Saved data entries:
---*---

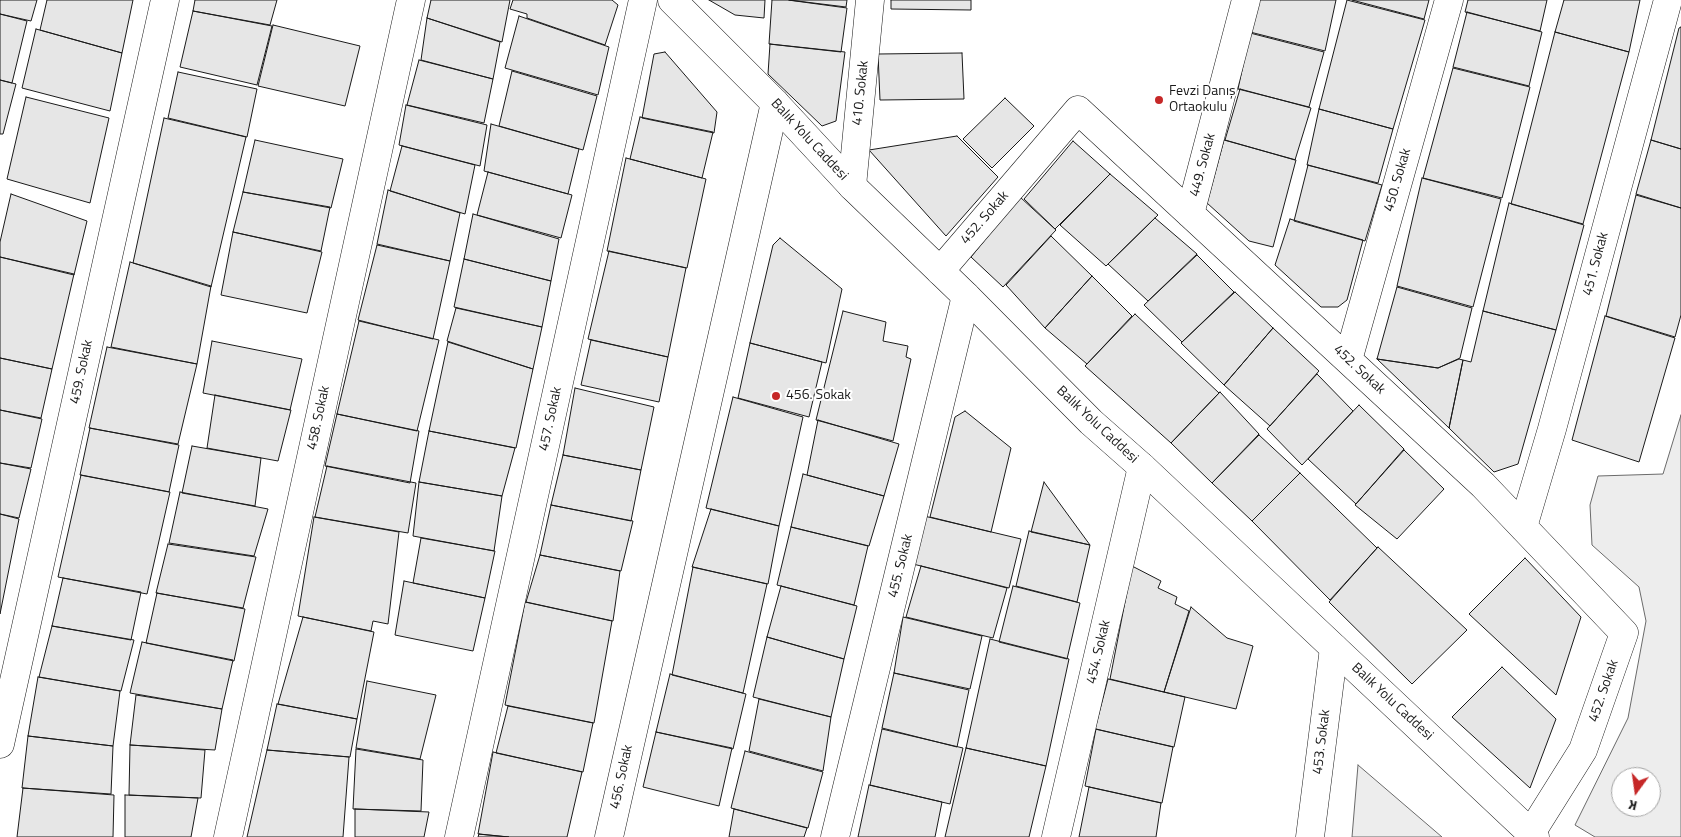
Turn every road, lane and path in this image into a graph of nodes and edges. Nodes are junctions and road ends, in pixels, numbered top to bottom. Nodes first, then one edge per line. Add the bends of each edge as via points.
1 (165, 0) edge
2 (411, 0) edge
3 (643, 0) edge
4 (870, 0) edge
5 (1246, 0) edge
6 (1449, 0) edge
7 (1668, 0) edge
8 (678, 3) edge
9 (775, 103) junction
10 (852, 186) junction
11 (1190, 214) junction
12 (940, 271) junction
13 (966, 296) junction
14 (1348, 360) junction
15 (1142, 467) junction
16 (1523, 527) junction
17 (1334, 648) junction
18 (0, 744) edge
19 (1533, 835) edge
20 (228, 837) edge
21 (459, 837) edge
22 (609, 837) edge
23 (835, 837) edge
24 (1056, 837) edge
25 (1310, 837) edge

1 - 18 street, 459. Sokak
2 - 20 street, 458. Sokak
3 - 21 street, 457. Sokak
4 - 10 street, 410. Sokak
5 - 11 street, 449. Sokak
6 - 14 street, 450. Sokak
7 - 16 street, 451. Sokak
8 - 9 street, Balık Yolu Caddesi
9 - 10 street, Balık Yolu Caddesi
9 - 22 street, 456. Sokak
10 - 12 street, Balık Yolu Caddesi
11 - 12 street, 452. Sokak via 1078,110
11 - 14 street, 452. Sokak
12 - 13 street, Balık Yolu Caddesi
13 - 15 street, Balık Yolu Caddesi via 1091,422
13 - 23 street, 455. Sokak
14 - 16 street, 452. Sokak via 1483,485
15 - 17 street, Balık Yolu Caddesi
15 - 24 street, 454. Sokak
16 - 19 street, 452. Sokak via 1624,633 1583,750
17 - 19 street, Balık Yolu Caddesi
17 - 25 street, 453. Sokak

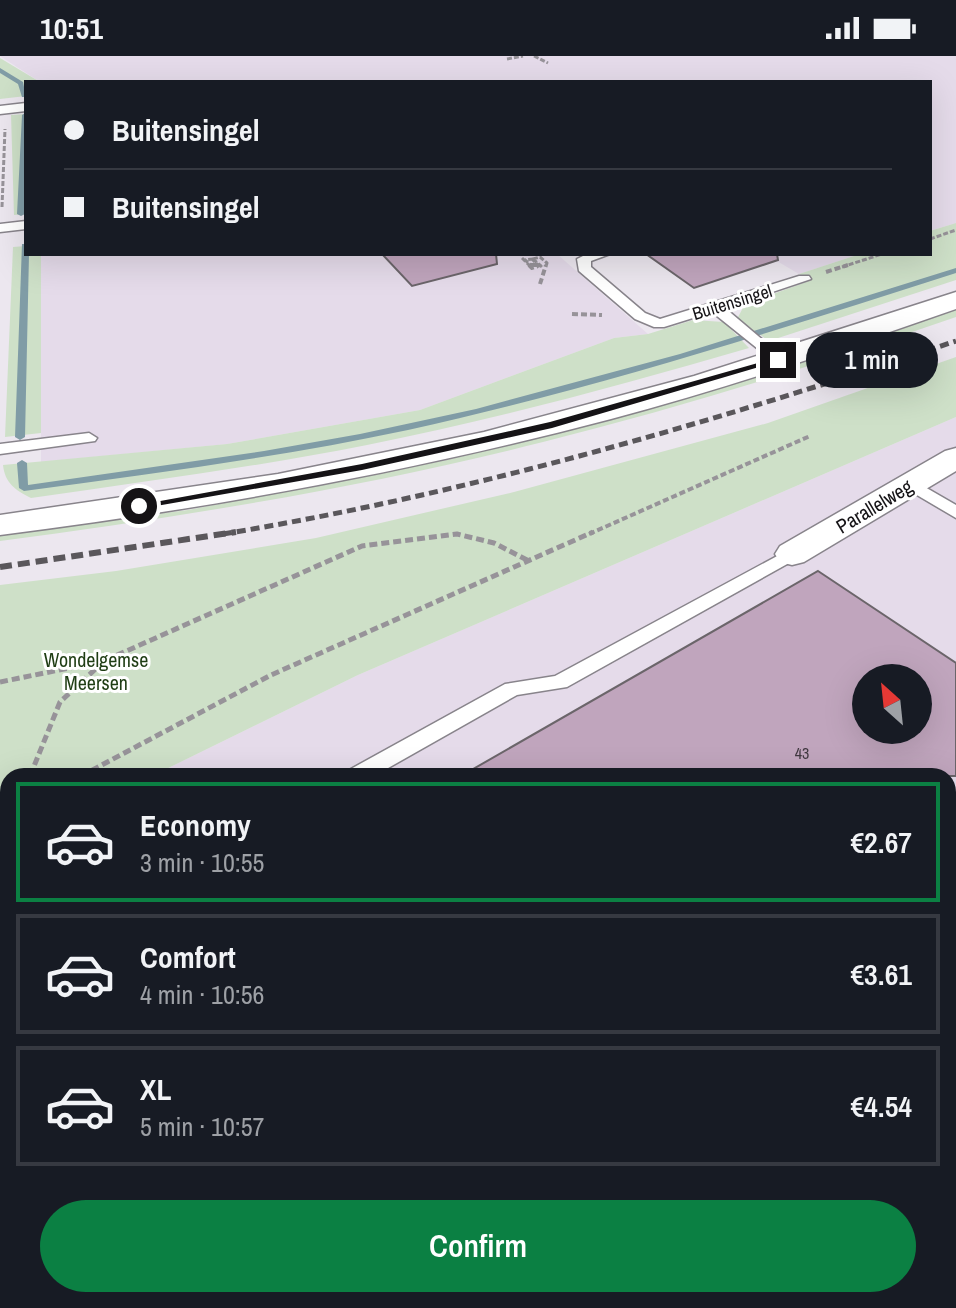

---*---

» Aim of the exercise:
A word-for-word transcription of the entries above, free of images, is what is wanted.

» Response to the task:
Turn every road, lane and path in this image into a graph of nodes and edges. Nodes are junctions and road ends, in pixels, numbered top to bottom. Nodes first, then one edge per line. Add the bends of each edge as via points.
1 (165, 0) edge
2 (411, 0) edge
3 (643, 0) edge
4 (870, 0) edge
5 (1246, 0) edge
6 (1449, 0) edge
7 (1668, 0) edge
8 (678, 3) edge
9 (775, 103) junction
10 (852, 186) junction
11 (1190, 214) junction
12 (940, 271) junction
13 (966, 296) junction
14 (1348, 360) junction
15 (1142, 467) junction
16 (1523, 527) junction
17 (1334, 648) junction
18 (0, 744) edge
19 (1533, 835) edge
20 (228, 837) edge
21 (459, 837) edge
22 (609, 837) edge
23 (835, 837) edge
24 (1056, 837) edge
25 (1310, 837) edge

1 - 18 street, 459. Sokak
2 - 20 street, 458. Sokak
3 - 21 street, 457. Sokak
4 - 10 street, 410. Sokak
5 - 11 street, 449. Sokak
6 - 14 street, 450. Sokak
7 - 16 street, 451. Sokak
8 - 9 street, Balık Yolu Caddesi
9 - 10 street, Balık Yolu Caddesi
9 - 22 street, 456. Sokak
10 - 12 street, Balık Yolu Caddesi
11 - 12 street, 452. Sokak via 1078,110
11 - 14 street, 452. Sokak
12 - 13 street, Balık Yolu Caddesi
13 - 15 street, Balık Yolu Caddesi via 1091,422
13 - 23 street, 455. Sokak
14 - 16 street, 452. Sokak via 1483,485
15 - 17 street, Balık Yolu Caddesi
15 - 24 street, 454. Sokak
16 - 19 street, 452. Sokak via 1624,633 1583,750
17 - 19 street, Balık Yolu Caddesi
17 - 25 street, 453. Sokak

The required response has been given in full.